Maniacs – 10,000 of them

I have a bit of a history with 10,000 Maniacs. It all started in 1988 – it was a year that I started to look beyond the radio for my source of music and discovered a lot of other bands and artists that didn’t necessarily get radio airplay but were producing some good music. My friend Kelly was a huge influence in that realm. She never really went for all the pop music that I was listening to – and she did a good job of tolerating all of my insane babbling about Madonna and Stevie Nicks. I don’t talk to her near enough these days, but as is usually the case, life has gotten in the way and we’ve kind of lost contact. I have her gmail address, and there’s nothing stopping me from e-mailing her, so who knows what my excuse is. Probably pure and unadulterated laziness.

It was in the fall of 1988 that I purchased the Maniacs breakthrough Elektra release In My Tribe. I’m not even sure what first exposed me to this album – although I think it might have been the video for “What’s The Matter Here” which was getting some airplay on MTV at the time. It was my junior year of high school and I just absorbed it completely and utterly. I also knew the song “Like The Weather”, of course, it was the closest thing that the Maniacs had to a radio hit at the time. For whatever reason, the album just seemed to resonate with me.

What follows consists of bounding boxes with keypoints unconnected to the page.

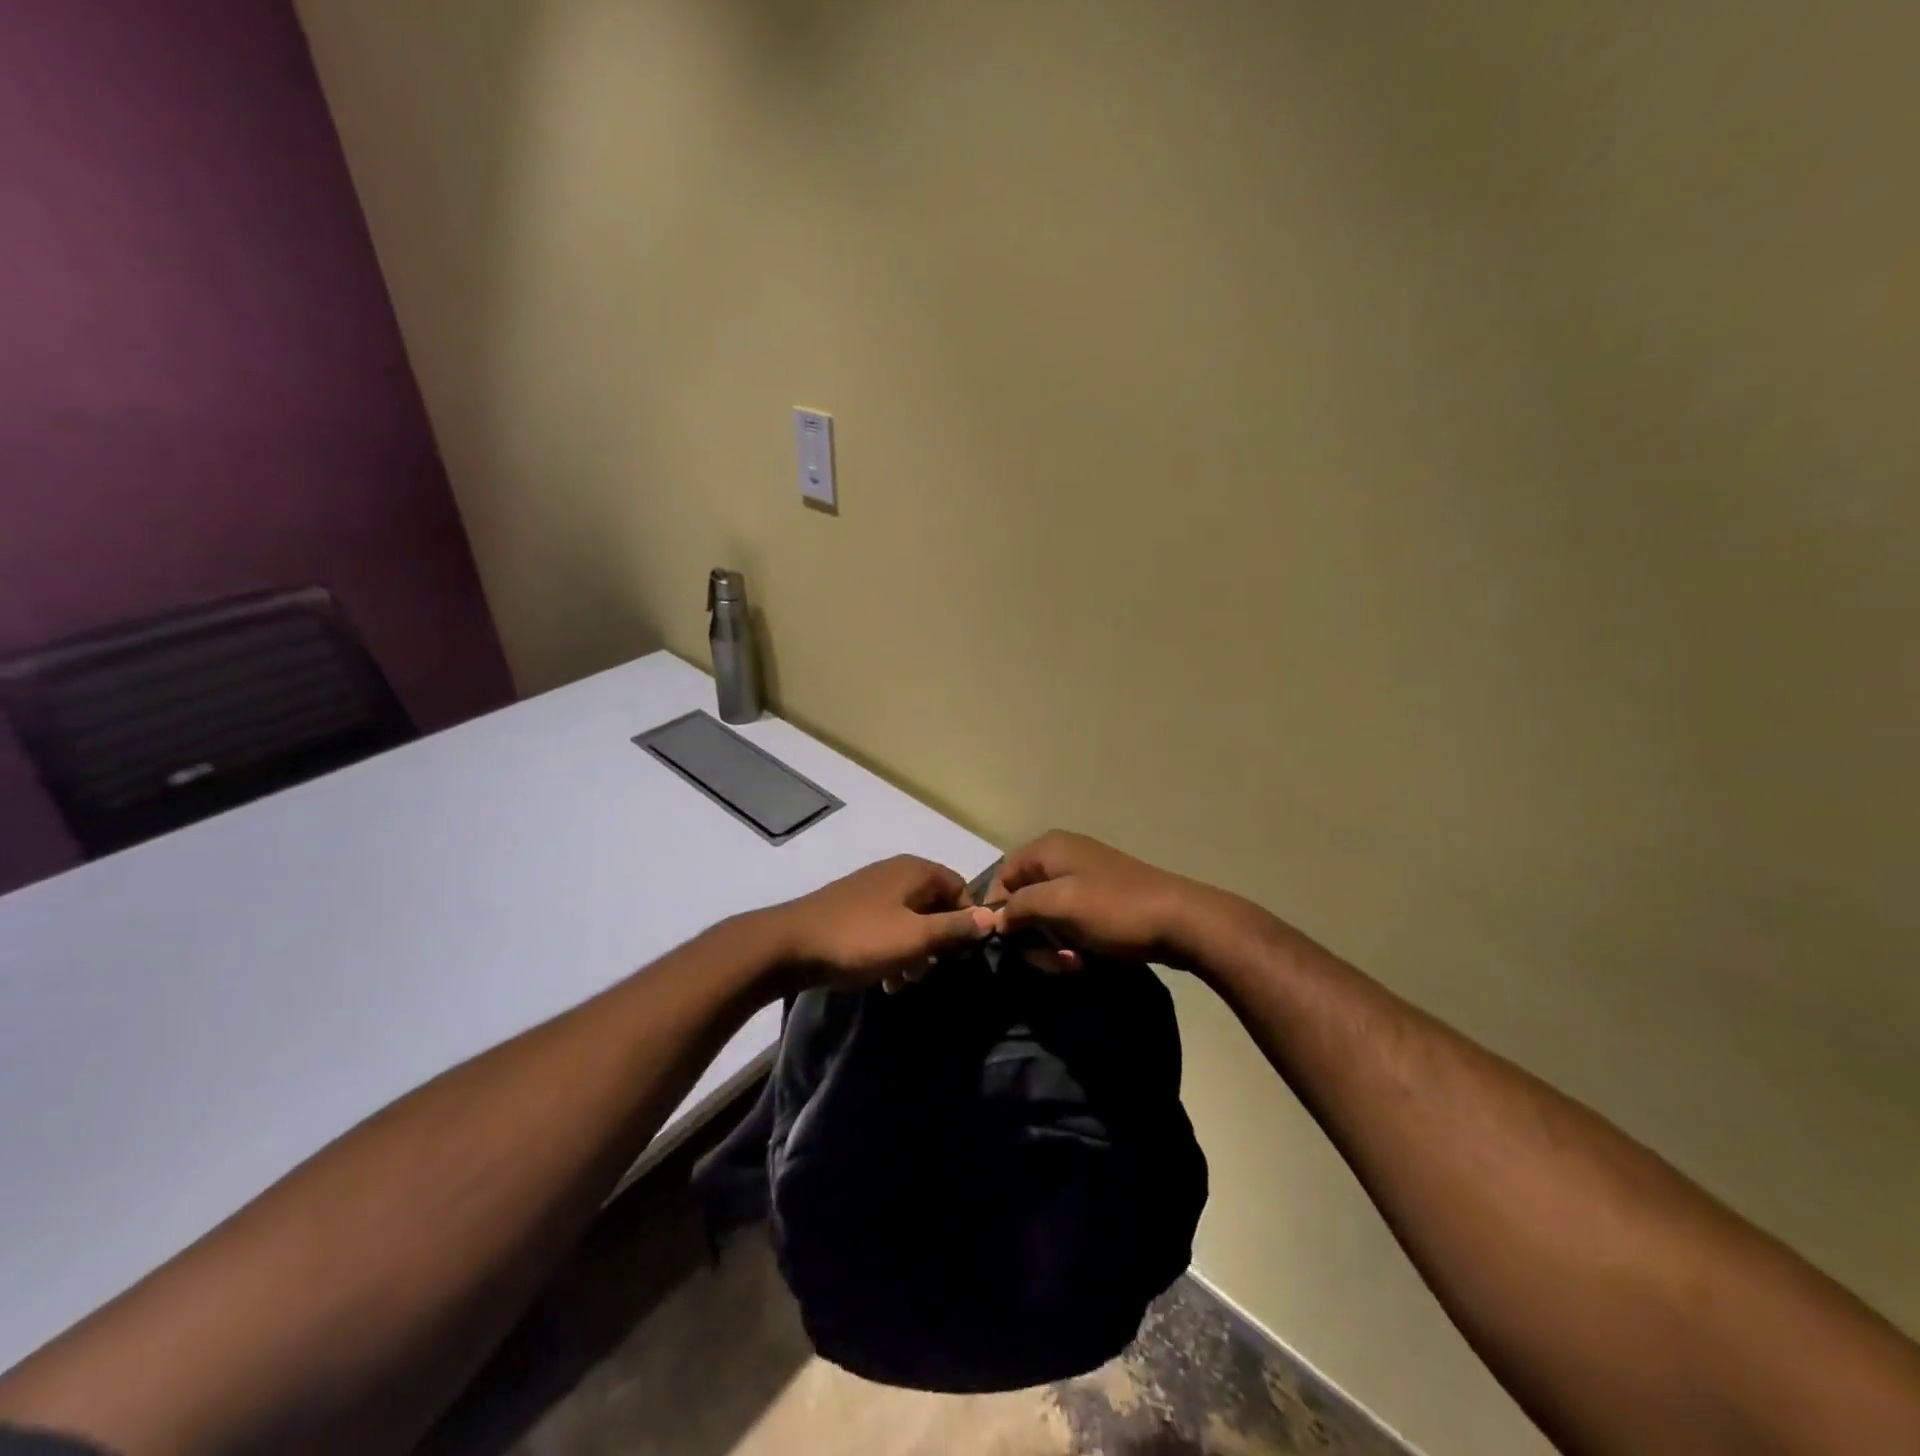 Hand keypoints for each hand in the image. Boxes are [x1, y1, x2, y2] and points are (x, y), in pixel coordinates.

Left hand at [769, 855, 995, 992]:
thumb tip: (993, 917)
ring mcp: (872, 889)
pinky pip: (886, 926)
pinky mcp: (853, 908)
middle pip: (935, 904)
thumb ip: (955, 928)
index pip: (960, 888)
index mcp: (916, 871)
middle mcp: (896, 872)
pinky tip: (883, 979)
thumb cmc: (860, 939)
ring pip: (910, 920)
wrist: (789, 945)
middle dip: (937, 941)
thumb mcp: (915, 938)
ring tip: (902, 982)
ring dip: (913, 951)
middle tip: (927, 971)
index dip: (966, 920)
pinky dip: (891, 950)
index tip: (962, 954)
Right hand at [985, 831, 1235, 972]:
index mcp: (1048, 849)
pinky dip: (1071, 942)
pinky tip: (1084, 959)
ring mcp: (1084, 879)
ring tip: (1072, 962)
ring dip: (1051, 943)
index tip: (1006, 942)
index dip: (998, 910)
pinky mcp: (1100, 901)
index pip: (1003, 876)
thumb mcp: (1058, 905)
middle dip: (1030, 933)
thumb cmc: (1114, 909)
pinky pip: (1070, 922)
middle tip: (1048, 959)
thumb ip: (1018, 907)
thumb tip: (995, 918)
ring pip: (1047, 916)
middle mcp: (1062, 857)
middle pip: (1024, 898)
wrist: (1181, 921) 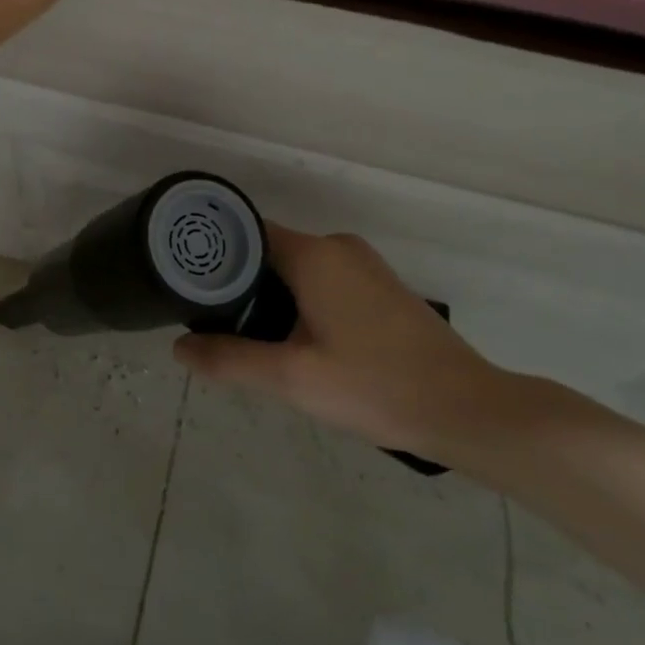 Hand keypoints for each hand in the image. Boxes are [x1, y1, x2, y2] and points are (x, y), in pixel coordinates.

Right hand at [175, 225, 505, 459]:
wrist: (466, 410)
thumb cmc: (374, 386)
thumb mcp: (292, 378)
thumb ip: (230, 359)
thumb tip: (178, 348)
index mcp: (314, 254)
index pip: (244, 234)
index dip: (212, 255)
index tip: (185, 282)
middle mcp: (337, 246)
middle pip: (268, 251)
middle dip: (237, 282)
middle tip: (209, 321)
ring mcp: (363, 264)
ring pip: (295, 268)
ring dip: (268, 294)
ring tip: (243, 334)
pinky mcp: (379, 286)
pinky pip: (321, 279)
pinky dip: (298, 299)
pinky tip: (292, 339) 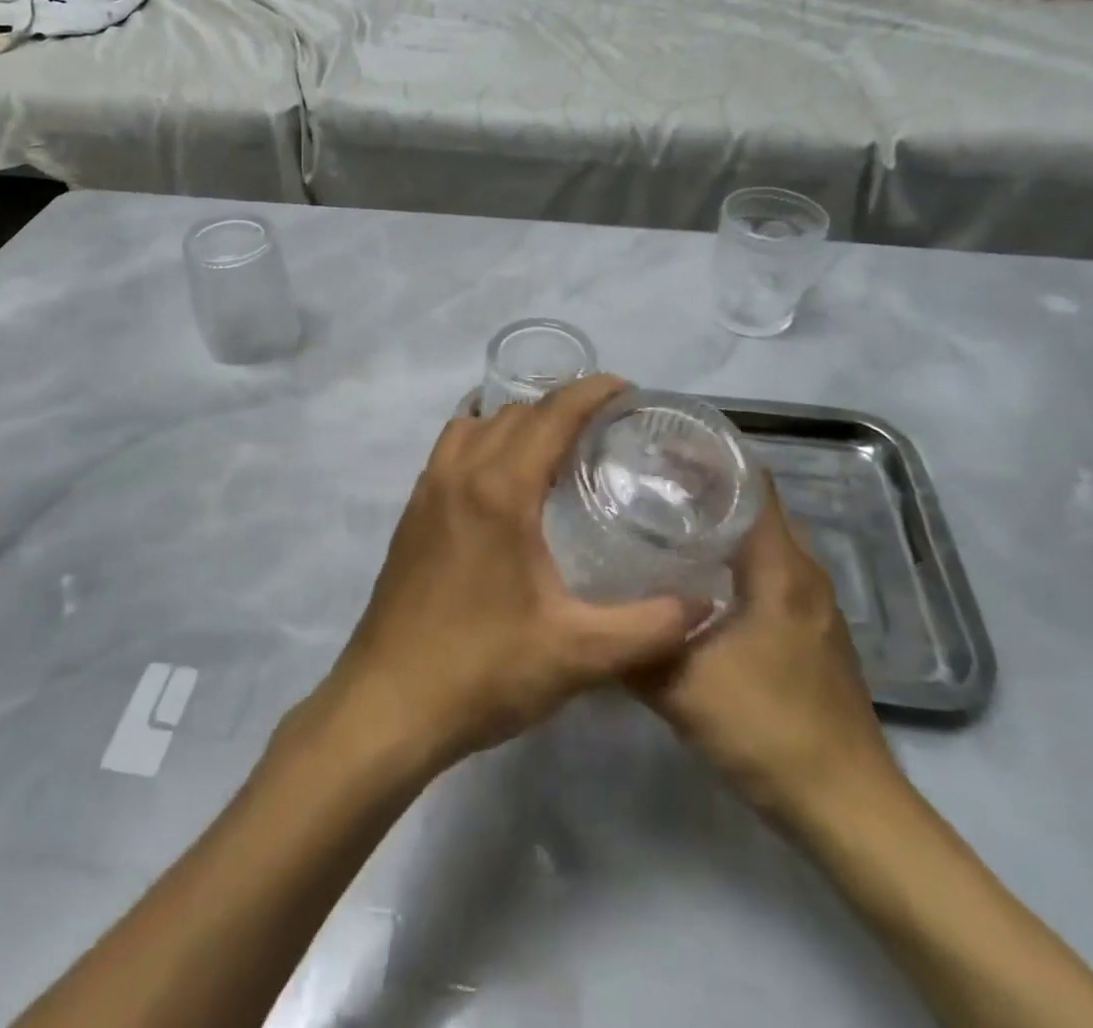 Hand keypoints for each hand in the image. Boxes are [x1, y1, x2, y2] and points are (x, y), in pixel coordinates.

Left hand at [318, 375, 710, 774]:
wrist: (387, 704)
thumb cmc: (482, 672)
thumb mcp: (578, 655)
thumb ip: (650, 627)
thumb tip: (705, 605)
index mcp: (500, 491)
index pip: (551, 415)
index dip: (591, 392)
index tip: (626, 389)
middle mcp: (459, 474)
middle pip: (515, 413)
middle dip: (561, 404)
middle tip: (604, 424)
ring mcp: (428, 490)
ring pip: (476, 424)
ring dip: (517, 418)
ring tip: (554, 440)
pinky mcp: (411, 513)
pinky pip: (450, 448)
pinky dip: (481, 437)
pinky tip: (501, 474)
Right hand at [635, 476, 900, 833]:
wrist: (847, 806)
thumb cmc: (769, 729)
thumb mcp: (682, 686)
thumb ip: (630, 646)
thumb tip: (581, 612)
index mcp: (780, 567)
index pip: (750, 481)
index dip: (707, 454)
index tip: (657, 444)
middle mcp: (802, 572)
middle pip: (753, 504)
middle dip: (702, 484)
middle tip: (642, 477)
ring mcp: (811, 604)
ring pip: (759, 540)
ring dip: (716, 522)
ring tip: (657, 516)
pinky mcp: (808, 631)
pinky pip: (765, 571)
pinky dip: (729, 557)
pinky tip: (690, 577) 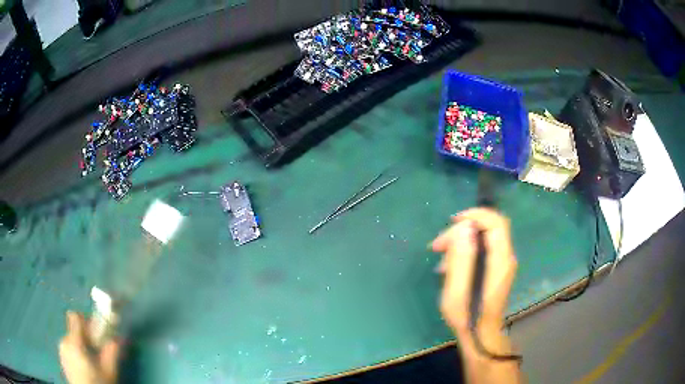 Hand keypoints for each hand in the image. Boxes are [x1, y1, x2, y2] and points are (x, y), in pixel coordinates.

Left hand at [59, 311, 120, 383]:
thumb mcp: (109, 372)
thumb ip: (111, 353)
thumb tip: (117, 337)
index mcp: (73, 342)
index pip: (75, 316)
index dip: (87, 321)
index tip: (98, 333)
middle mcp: (64, 341)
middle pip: (74, 330)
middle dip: (86, 337)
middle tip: (98, 352)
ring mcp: (61, 351)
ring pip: (71, 340)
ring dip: (82, 345)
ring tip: (92, 362)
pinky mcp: (62, 359)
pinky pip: (68, 349)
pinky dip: (77, 353)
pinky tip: (85, 368)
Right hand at [432, 208, 516, 332]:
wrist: (481, 336)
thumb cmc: (467, 319)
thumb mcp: (456, 294)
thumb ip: (460, 261)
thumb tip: (462, 229)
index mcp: (500, 261)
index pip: (496, 222)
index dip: (476, 215)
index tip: (452, 222)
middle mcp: (506, 257)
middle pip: (488, 227)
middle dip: (461, 230)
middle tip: (437, 246)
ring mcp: (502, 262)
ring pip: (483, 237)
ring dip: (460, 242)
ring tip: (440, 261)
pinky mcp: (496, 267)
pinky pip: (481, 248)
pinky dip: (464, 250)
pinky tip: (449, 267)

“Like The Weather” remains one of my favorites to this day. It is, quite simply put, the bounciest pop song ever written about depression and seasonal affective disorder. I didn’t realize the subject material at the time, but perhaps subconsciously I did. I think I must have been dealing with depression even then, and a song like that would really hit me. It has another great bridge –

Do I need someone here to scold me
Or do I need someone who grab and pull me out of
Four poster, dull torpor, pulling downward?
For it’s such a long time since my better days
I say my prayers nightly, “this will pass away.”

There is simply not a bad song on this record – “Gun Shy” – a song about a young man going off to the army which reminded me of my friend Rick who was joining the National Guard, “Hey Jack Kerouac” was full of references to the Beat Generation, “A Campfire Song” features a brilliant countervocal by Michael Stipe (my first exposure to him at the time) and “My Sister Rose” details a wedding day in a joyous way.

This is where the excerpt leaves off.